Records supplied >>
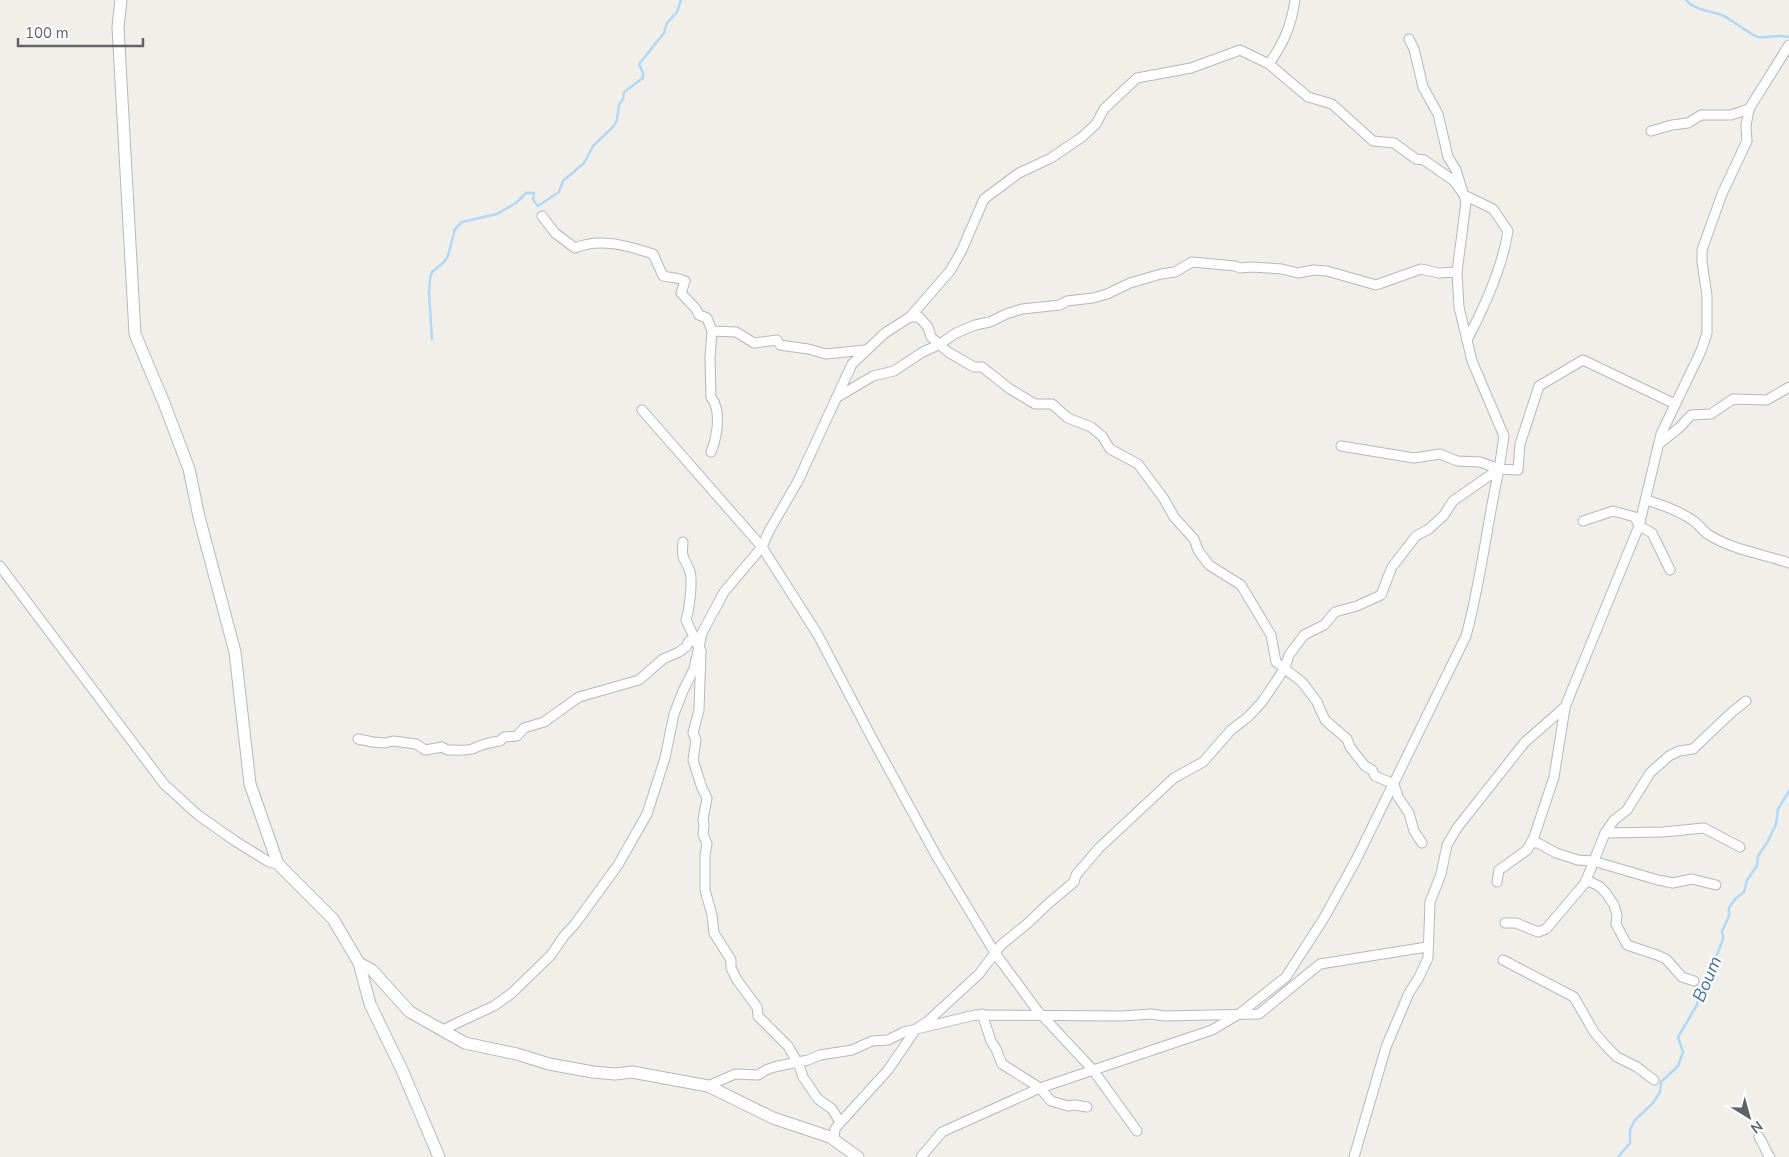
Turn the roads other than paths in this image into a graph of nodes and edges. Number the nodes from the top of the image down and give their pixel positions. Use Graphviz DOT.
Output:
graph roads {
  1 [pos="121,0"];
  2 [pos="1295,0"];
  3 [pos="1409,39"];
  4 [pos="1789,45"];
  5 [pos="1269,64"];
  6 [pos="1749,109"];
  7 [pos="1651,131"];
  8 [pos="1464,195"];
  9 [pos="542,216"];
  10 [pos="1457,272"];
  11 [pos="910,317"];
  12 [pos="712,331"];
  13 [pos="1467,340"];
  14 [pos="940,344"];
  15 [pos="865,350"];
  16 [pos="1789,387"];
  17 [pos="835,398"];
  18 [pos="1675,404"];
  19 [pos="642,410"];
  20 [pos="1659,444"];
  21 [pos="1341,446"];
  22 [pos="711,452"];
  23 [pos="1500,469"];
  24 [pos="1646,500"];
  25 [pos="1583,521"];
  26 [pos="1640,526"];
  27 [pos="683,542"];
  28 [pos="762,547"];
  29 [pos="1789,563"];
  30 [pos="0,566"];
  31 [pos="1670,570"];
  32 [pos="696,643"];
  33 [pos="1285,668"];
  34 [pos="1746,701"];
  35 [pos="1565,707"];
  36 [pos="358,739"];
  37 [pos="1394,784"];
  38 [pos="1605,833"];
  39 [pos="1422,843"];
  40 [pos="1531,843"];
  41 [pos="1740,847"];
  42 [pos="1592,862"];
  43 [pos="278,864"];
  44 [pos="1586,880"];
  45 [pos="1497,882"];
  46 [pos="1716,885"];
  47 [pos="1505,923"];
  48 [pos="1427,947"];
  49 [pos="994,952"];
  50 [pos="1503,960"];
  51 [pos="359,962"];
  52 [pos="1694,981"];
  53 [pos="982,1014"];
  54 [pos="1239,1014"];
  55 [pos="1042,1015"];
  56 [pos="916,1029"];
  57 [pos="444,1032"];
  58 [pos="797,1062"];
  59 [pos="1093,1070"];
  60 [pos="1654,1080"];
  61 [pos="708,1086"];
  62 [pos="1040,1088"];
  63 [pos="1087,1107"];
  64 [pos="840,1122"];
  65 [pos="1137,1131"];
  66 [pos="1759,1138"];
  67 [pos="834,1140"];
  68 [pos="439,1157"];
  69 [pos="858,1157"];
  70 [pos="920,1157"];
  71 [pos="1354,1157"];
  72 [pos="1770,1157"];
  1 -- 43 [label="street"];
  2 -- 5 [label="street"];
  3 -- 8 [label="street"];
  4 -- 6 [label="street"];
  5 -- 8 [label="street"];
  5 -- 11 [label="street"];
  6 -- 7 [label="street"];
  6 -- 18 [label="street"];
  8 -- 10 [label="street"];
  8 -- 13 [label="street"];
  9 -- 12 [label="street"];
  10 -- 13 [label="street"];
  10 -- 14 [label="street"];
  11 -- 14 [label="street"];
  11 -- 15 [label="street"];
  12 -- 15 [label="street"];
  12 -- 22 [label="street"];
  13 -- 23 [label="street"];
  14 -- 17 [label="street"];
  14 -- 33 [label="street"];
  15 -- 17 [label="street"];
  16 -- 20 [label="street"];
  17 -- 28 [label="street"];
  18 -- 20 [label="street"];
  18 -- 23 [label="street"];
  19 -- 28 [label="street"];
  20 -- 24 [label="street"];
  21 -- 23 [label="street"];
  23 -- 33 [label="street"];
  23 -- 37 [label="street"];
  24 -- 26 [label="street"];
  24 -- 29 [label="street"];
  25 -- 26 [label="street"];
  26 -- 31 [label="street"];
  26 -- 35 [label="street"];
  27 -- 32 [label="street"];
  28 -- 32 [label="street"];
  28 -- 49 [label="street"];
  30 -- 43 [label="street"];
  32 -- 36 [label="street"];
  32 -- 57 [label="street"];
  32 -- 58 [label="street"];
  33 -- 37 [label="street"];
  33 -- 49 [label="street"];
  34 -- 38 [label="street"];
  35 -- 40 [label="street"];
  35 -- 48 [label="street"];
  37 -- 39 [label="street"];
  37 -- 54 [label="street"];
  38 -- 41 [label="street"];
  38 -- 42 [label="street"];
  40 -- 42 [label="street"];
  40 -- 45 [label="street"];
  42 -- 44 [label="street"];
  42 -- 46 [label="street"];
  43 -- 51 [label="street"];
  44 -- 47 [label="street"];
  44 -- 52 [label="street"];
  48 -- 54 [label="street"];
  48 -- 71 [label="street"];
  49 -- 55 [label="street"];
  49 -- 56 [label="street"];
  50 -- 60 [label="street"];
  51 -- 57 [label="street"];
  51 -- 68 [label="street"];
  53 -- 55 [label="street"];
  53 -- 56 [label="street"];
  53 -- 62 [label="street"];
  54 -- 55 [label="street"];
  54 -- 59 [label="street"];
  55 -- 59 [label="street"];
  56 -- 58 [label="street"];
  56 -- 64 [label="street"];
  57 -- 61 [label="street"];
  58 -- 61 [label="street"];
  58 -- 64 [label="street"];
  59 -- 62 [label="street"];
  59 -- 65 [label="street"];
  61 -- 67 [label="street"];
  62 -- 63 [label="street"];
  62 -- 70 [label="street"];
  64 -- 67 [label="street"];
  66 -- 72 [label="street"];
  67 -- 69 [label="street"];
}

Exercise prompt >>
Give the data again exactly. Keep the images out.

Answer space >>
Turn the roads other than paths in this image into a graph of nodes and edges. Number the nodes from the top of the image down and give their pixel positions. Use Graphviz DOT.
Output:
graph roads {
  1 [pos="121,0"];
  2 [pos="1295,0"];
  3 [pos="1409,39"];
  4 [pos="1789,45"];
  5 [pos="1269,64"];
  6 [pos="1749,109"];
  7 [pos="1651,131"];
  8 [pos="1464,195"];
  9 [pos="542,216"];
  10 [pos="1457,272"];
  11 [pos="910,317"];
  12 [pos="712,331"];
  13 [pos="1467,340"];
  14 [pos="940,344"];
  15 [pos="865,350"];
  16 [pos="1789,387"];
  17 [pos="835,398"];
  18 [pos="1675,404"];
  19 [pos="642,410"];
  20 [pos="1659,444"];
  21 [pos="1341,446"];
  22 [pos="711,452"];
  23 [pos="1500,469"];
  24 [pos="1646,500"];
  25 [pos="1583,521"];
  26 [pos="1640,526"];
  27 [pos="683,542"];
  28 [pos="762,547"];
  29 [pos="1789,563"];
  30 [pos="0,566"];
  31 [pos="1670,570"];
  32 [pos="696,643"];
  33 [pos="1285,668"];
  34 [pos="1746,701"];
  35 [pos="1565,707"];
  36 [pos="358,739"];
  37 [pos="1394,784"];
  38 [pos="1605,833"];
  39 [pos="1422,843"];
  40 [pos="1531,843"];
  41 [pos="1740,847"];
  42 [pos="1592,862"];
  43 [pos="278,864"];
  44 [pos="1586,880"];
  45 [pos="1497,882"];
  46 [pos="1716,885"];
  47 [pos="1505,923"];
  48 [pos="1427,947"];
  49 [pos="994,952"];
  50 [pos="1503,960"];
  51 [pos="359,962"];
  52 [pos="1694,981"];
  53 [pos="982,1014"];
  54 [pos="1239,1014"];
  55 [pos="1042,1015"];
  56 [pos="916,1029"];
  57 [pos="444,1032"];
  58 [pos="797,1062"];
  59 [pos="1093,1070"];
  60 [pos="1654,1080"];
  61 [pos="708,1086"];
  62 [pos="1040,1088"];
  63 [pos="1087,1107"];
  64 [pos="840,1122"];
  65 [pos="1137,1131"];
  66 [pos="1759,1138"];
  67 [pos="834,1140"];
  68 [pos="439,1157"];
  69 [pos="858,1157"];
  70 [pos="920,1157"];
  71 [pos="1354,1157"];
  72 [pos="1770,1157"];
  1 -- 43 [label="street"];
  2 -- 5 [label="street"];
  3 -- 8 [label="street"];
  4 -- 6 [label="street"];
  5 -- 8 [label="street"];
  5 -- 11 [label="street"];
  6 -- 7 [label="street"];
  6 -- 18 [label="street"];
  8 -- 10 [label="street"];
  8 -- 13 [label="street"];
  9 -- 12 [label="street"];
  10 -- 13 [label="street"];
  10 -- 14 [label="street"];
  11 -- 14 [label="street"];
  11 -- 15 [label="street"];
  12 -- 15 [label="street"];
  12 -- 22 [label="street"];
  13 -- 23 [label="street"];
  14 -- 17 [label="street"];
  14 -- 33 [label="street"];
  15 -- 17 [label="street"];
  16 -- 20 [label="street"];
  17 -- 28 [label="street"];
  18 -- 20 [label="street"];
  18 -- 23 [label="street"];
  19 -- 28 [label="street"];
  20 -- 24 [label="street"];
  21 -- 23 [label="street"];
  23 -- 33 [label="street"];
  23 -- 37 [label="street"];
  24 -- 26 [label="street"];
  24 -- 29 [label="street"];
  25 -- 26 [label="street"];
  26 -- 31 [label="street"];
  26 -- 35 [label="street"];
  27 -- 32 [label="street"];
  28 -- 32 [label="street"];
  28 -- 49 [label="street"];
  30 -- 43 [label="street"];
  32 -- 36 [label="street"];
  32 -- 57 [label="street"];
  32 -- 58 [label="street"];
  33 -- 37 [label="street"];
  33 -- 49 [label="street"];
  34 -- 38 [label="street"];
  35 -- 40 [label="street"];
  35 -- 48 [label="street"];
  37 -- 39 [label="street"];
  37 -- 54 [label="street"];
  38 -- 41 [label="street"];
  38 -- 42 [label="street"];
  40 -- 42 [label="street"];
  40 -- 45 [label="street"];
  42 -- 44 [label="street"];
  42 -- 46 [label="street"];
  43 -- 51 [label="street"];
  44 -- 47 [label="street"];
  44 -- 52 [label="street"];
  48 -- 54 [label="street"];
  48 -- 71 [label="street"];
  49 -- 55 [label="street"];
  49 -- 56 [label="street"];
  50 -- 60 [label="street"];
  51 -- 57 [label="street"];
  51 -- 68 [label="street"];
  53 -- 55 [label="street"];
  53 -- 56 [label="street"];
  53 -- 62 [label="street"];
  54 -- 55 [label="street"];
  54 -- 59 [label="street"];
  55 -- 59 [label="street"];
  56 -- 58 [label="street"];
  56 -- 64 [label="street"];
  57 -- 61 [label="street"];
  58 -- 61 [label="street"];
  58 -- 64 [label="street"];
  59 -- 62 [label="street"];
  59 -- 65 [label="street"];
  61 -- 67 [label="street"];
  62 -- 63 [label="street"];
  62 -- 70 [label="street"];
  64 -- 67 [label="street"];
  66 -- 72 [label="street"];
  67 -- 69 [label="street"];
}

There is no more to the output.